In October 2013, Indy and I spent a week with Deb in Sydney for National Adoption Awareness Week, an annual event she founded. The week was jam-packed with press conferences, events, meetings, media interviews and the like. It was during this week I developed a deep and powerful respect for Deb, not only as an amazing dynamo of a woman, but as an incredibly authentic, motivated and driven inspirer for this cause. She was up at 4am each day, enthusiastic about the day ahead, bounding from one engagement to the next, treating every person who came into her sphere with the same respect as the last. Her warmth and compassion would permeate throughout every room she entered.

Later that year we were invited to morning tea at Kirribilli House in Sydeny to hear Prime Minister Tony Abbott’s announcement regarding a commitment from the Government of $2 million to have the policies regarding adoption re-written. An exciting day for all of us and all those in Australia hoping to adopt.

It was at this event that I first had the pleasure of meeting Hugh. And yes! He is every bit as delightful as they say; and then some. Like Deb, he graciously greeted everyone as if they were an old friend. Furthermore, only those who have not spent time with this beautiful couple would buy in to the rubbish that their marriage is a facade. He is absolutely besotted with her and she with him. It is seriously like they fell in love yesterday. I was standing next to him at one stage while Deb was addressing the large gathering. Without speaking to anyone in particular, he quietly muttered “Isn’t she amazing?” I looked to my left to see him totally absorbed in all that she was doing and saying. I found it incredibly admirable and heart-warming. Naturally, I am now a fervent defender of my new found, perfect friends!

As most of you know, Deb and Hugh adopted their two beautiful children. The process for them was not too challenging as they were living in America. When Deb returned she was asked why it was so difficult to adopt in Australia. She was quite miffed when she realized she had no sufficient response.

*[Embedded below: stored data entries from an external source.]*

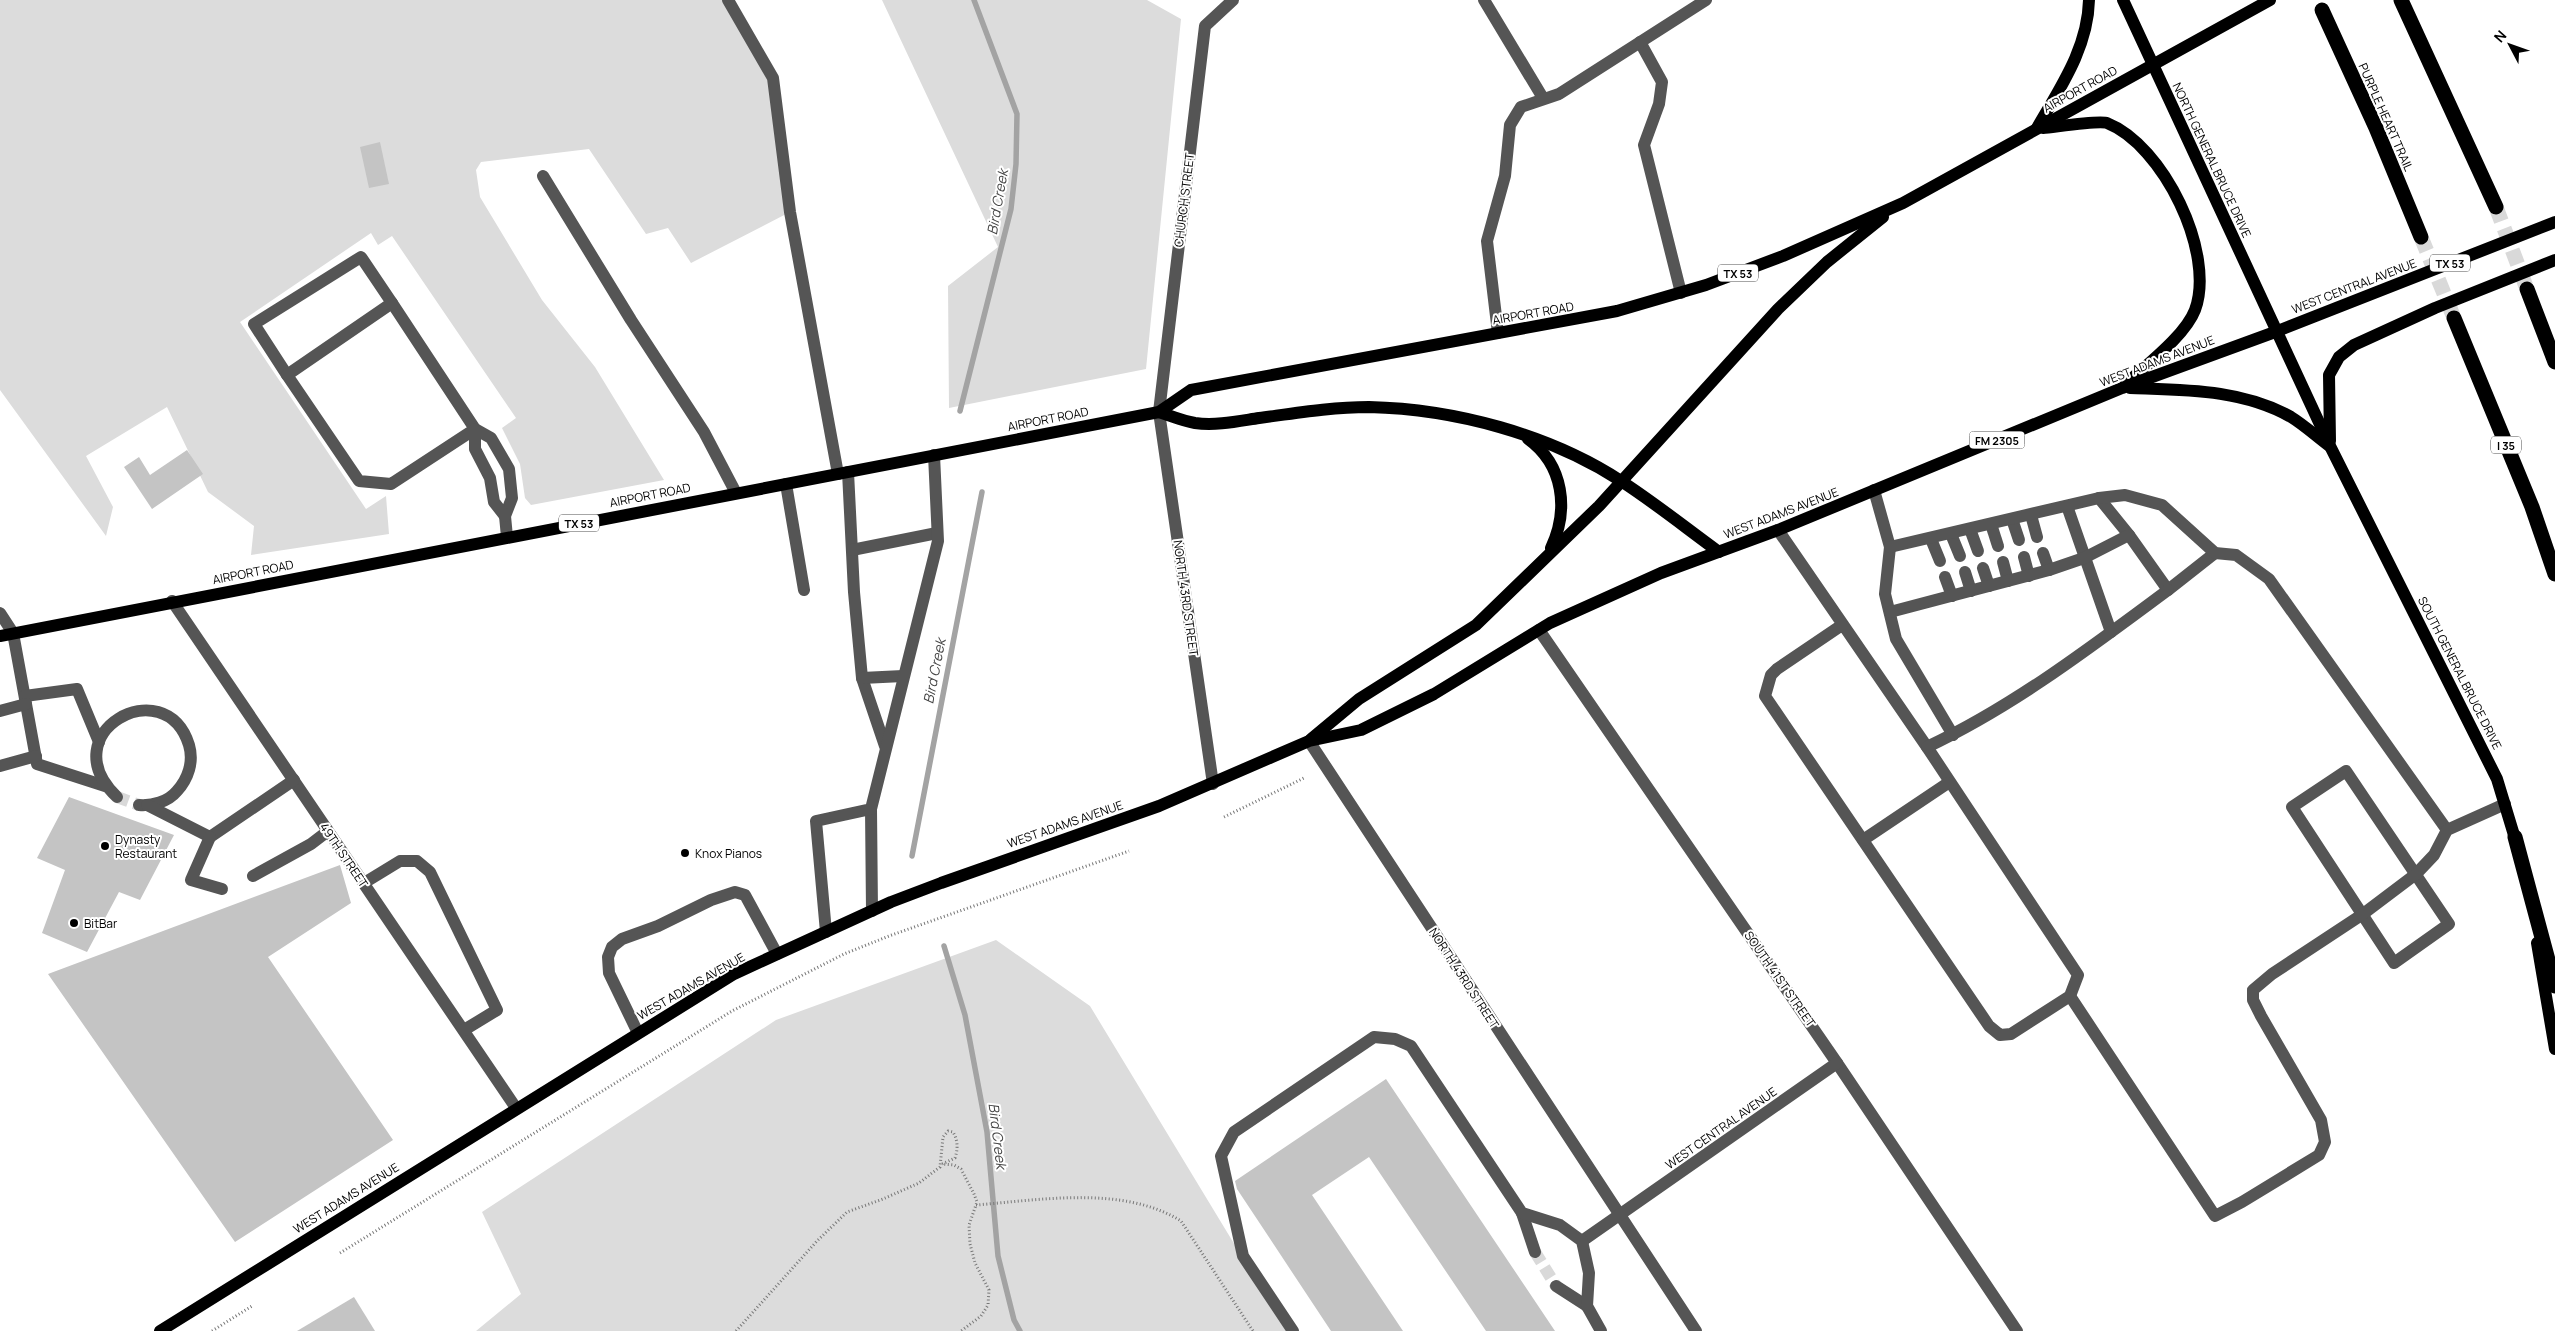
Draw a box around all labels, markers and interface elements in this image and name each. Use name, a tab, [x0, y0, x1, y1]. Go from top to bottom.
north arrow	[2485, 20, 2535, 70]
text: N	[2489, 26, 2510, 46]
street label: PURPLE HEART TRAIL	[2355, 60, 2417, 174]
street label: AIRPORT ROAD	[2040, 62, 2120, 116]
street label: NORTH GENERAL BRUCE DRIVE	[2169, 80, 2256, 240]
street label: CHURCH STREET	[1170, 151, 1198, 248]
water label: Bird Creek	[982, 166, 1012, 236]
street label: WEST CENTRAL AVENUE	[2289, 254, 2419, 318]
road number: TX 53	[2430, 254, 2470, 272]
road number: TX 53	[1718, 264, 1758, 282]
street label: AIRPORT ROAD	[1491, 297, 1575, 329]
street label: WEST ADAMS AVENUE	[2097, 331, 2217, 391]
street label: AIRPORT ROAD	[1006, 403, 1090, 435]
road number: FM 2305	[1970, 432, 2024, 448]
road number: I 35	[2491, 436, 2521, 454]
street label: AIRPORT ROAD	[608, 479, 692, 511]
street label: WEST ADAMS AVENUE	[1721, 483, 1841, 543]
road number: TX 53	[559, 514, 599, 532]
street label: NORTH 43RD STREET	[1169, 539, 1203, 658]
street label: AIRPORT ROAD	[211, 556, 295, 588]
street label: SOUTH GENERAL BRUCE DRIVE	[2414, 594, 2506, 752]
water label: Bird Creek	[918, 635, 950, 705]
street label: WEST ADAMS AVENUE	[1005, 796, 1125, 852]
street label: 49TH STREET	[316, 819, 373, 892]
place label: Dynasty Restaurant	[115, 831, 177, 862]
marker: Dynasty Restaurant	[99, 840, 111, 852]
place label: Knox Pianos	[695, 845, 762, 862]
marker: Knox Pianos	[679, 847, 691, 859]
place label: BitBar	[84, 915, 118, 932]
marker: BitBar	[68, 917, 80, 929]
street label: NORTH 43RD STREET	[1425, 924, 1503, 1032]
street label: SOUTH 41ST STREET	[1740, 928, 1820, 1031]
street label: WEST ADAMS AVENUE	[634, 948, 748, 1024]
street label: WEST CENTRAL AVENUE	[1662, 1083, 1780, 1173]
water label: Bird Creek	[985, 1102, 1012, 1172]
street label: WEST ADAMS AVENUE	[290, 1158, 402, 1237]

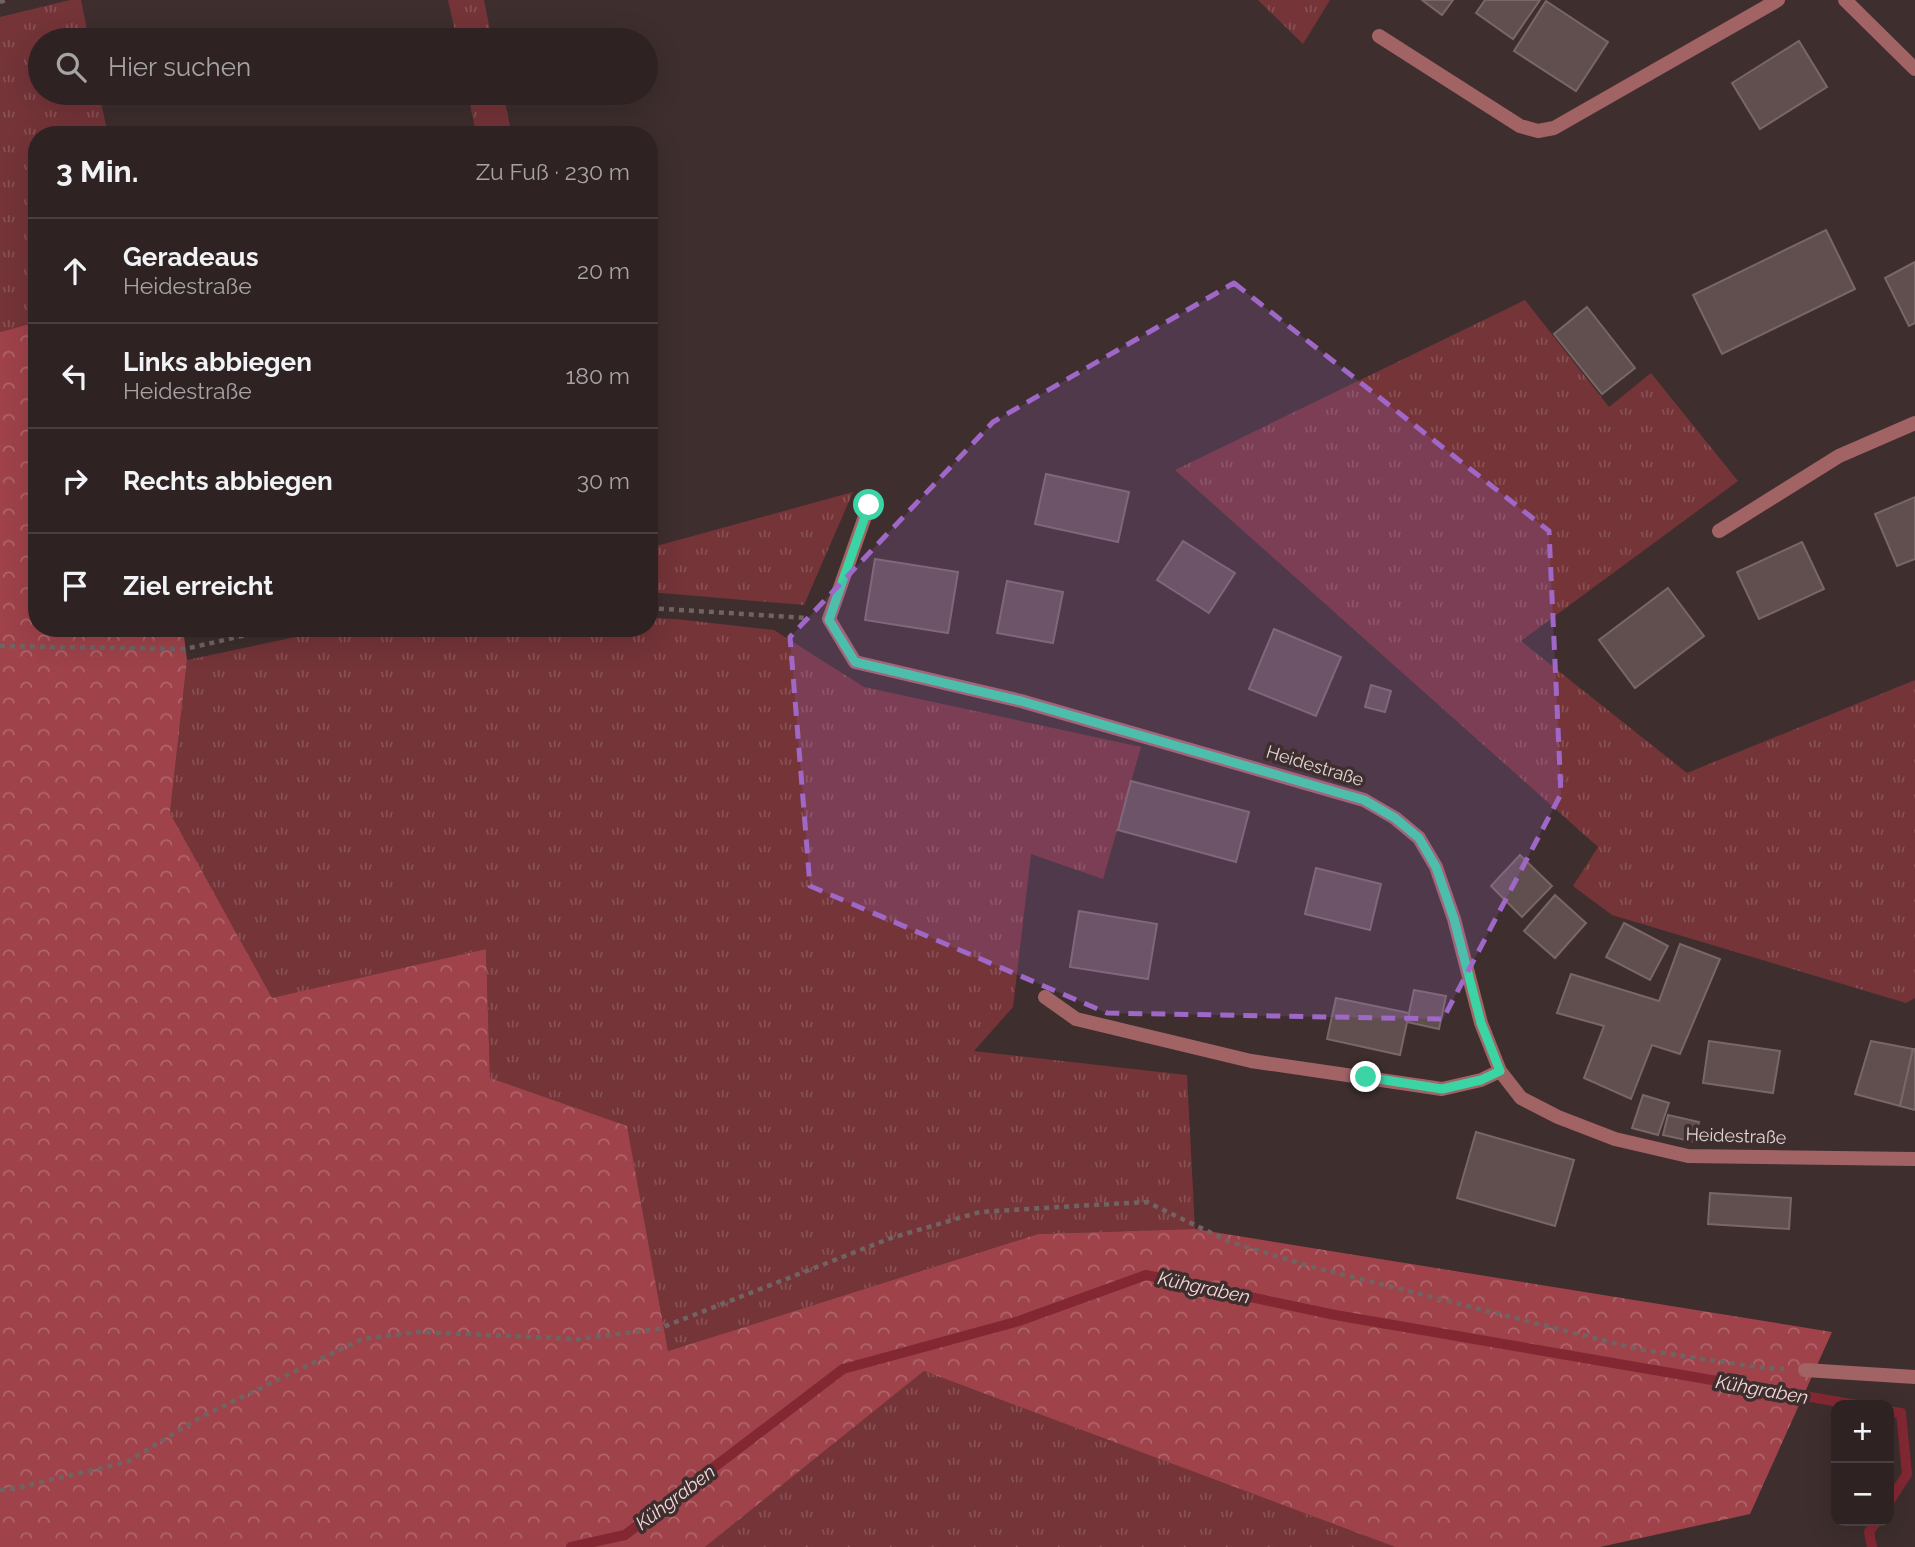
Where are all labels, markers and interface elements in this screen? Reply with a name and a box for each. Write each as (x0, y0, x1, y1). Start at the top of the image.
search box (28, 28, 658, 105)
icon: search (52, 48, 90, 86)
text: Hier suchen (108, 52, 251, 82)
text: 3 Min. (56, 154, 138, 189)
text: Zu Fuß · 230 m (476, 158, 630, 185)
text: Geradeaus (123, 242, 259, 272)
icon: ahead (56, 252, 94, 290)
text: 20 m (577, 257, 630, 284)
text: Heidestraße (123, 272, 252, 299)
text: Links abbiegen (123, 347, 312, 377)
icon: left (56, 357, 94, 395)
text: 180 m (565, 362, 630, 389)
text: Heidestraße (123, 377, 252, 404)
icon: right (56, 462, 94, 500)
text: Rechts abbiegen (123, 466, 333, 496)
text: 30 m (577, 467, 630, 494)
route start (853, 489, 884, 520)
icon: arrive (56, 567, 94, 605)
text: Ziel erreicht (123, 571, 273, 601)
street label: Heidestraße (1264, 741, 1367, 790)
route end (1350, 1061, 1381, 1092)
street label: Heidestraße (1685, 1123, 1787, 1148)
water label: Kühgraben (1156, 1266, 1252, 1308)
water label: Kühgraben (1714, 1370, 1810, 1408)
map controls (1831, 1400, 1894, 1526)
button: + (1831, 1400, 1894, 1463)
water label: Kühgraben (631, 1460, 719, 1534)
button: − (1831, 1463, 1894, 1526)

What I love about Deb is that when she didn’t have the answer to the problem, she went about seeking a solution. Like myself, Deb has travelled to many orphanages in Third World areas and is aware of the millions of children, globally, needing families. Ironically, we are also aware of the multitude of parents within Australia wanting to adopt; for varying and often very personal reasons. The problem is that, within Australia most people can’t adopt.

I’m going to throw something else in to the mix at this point. At present there are over 60,000 children in Australia in long-term Foster Care. That means that the option for them to return to their biological parents is no longer possible. Studies show that most of these kids will be shuffled from one Foster home to the next, averaging at least eight homes in their 18 years in the system. One of the directions of Adopt Change is to make it possible for these children to be put up for adoption once all avenues of restoration with the birth families have been exhausted. Of the 60,000 children in care, less than 100 were adopted last year. With the risk of sounding arrogant, after 31 Foster kids, I know all too well, the importance of these children finding a permanent, loving and stable home.

In a nutshell, the organization is striving to make both International and domestic adoption more accessible for families within Australia. The organization, under Deb’s direction is purely child focussed and is totally committed to ensuring children in need find a sense of belonging in a loving family. The next National Adoption Awareness week is in early November and I look forward to spending another crazy week chasing Deb. I am comforted by the fact that she too, doesn’t take a subtle approach to life so I’m in good company. As for Hugh; well, I’ll do my best to tolerate his humble company!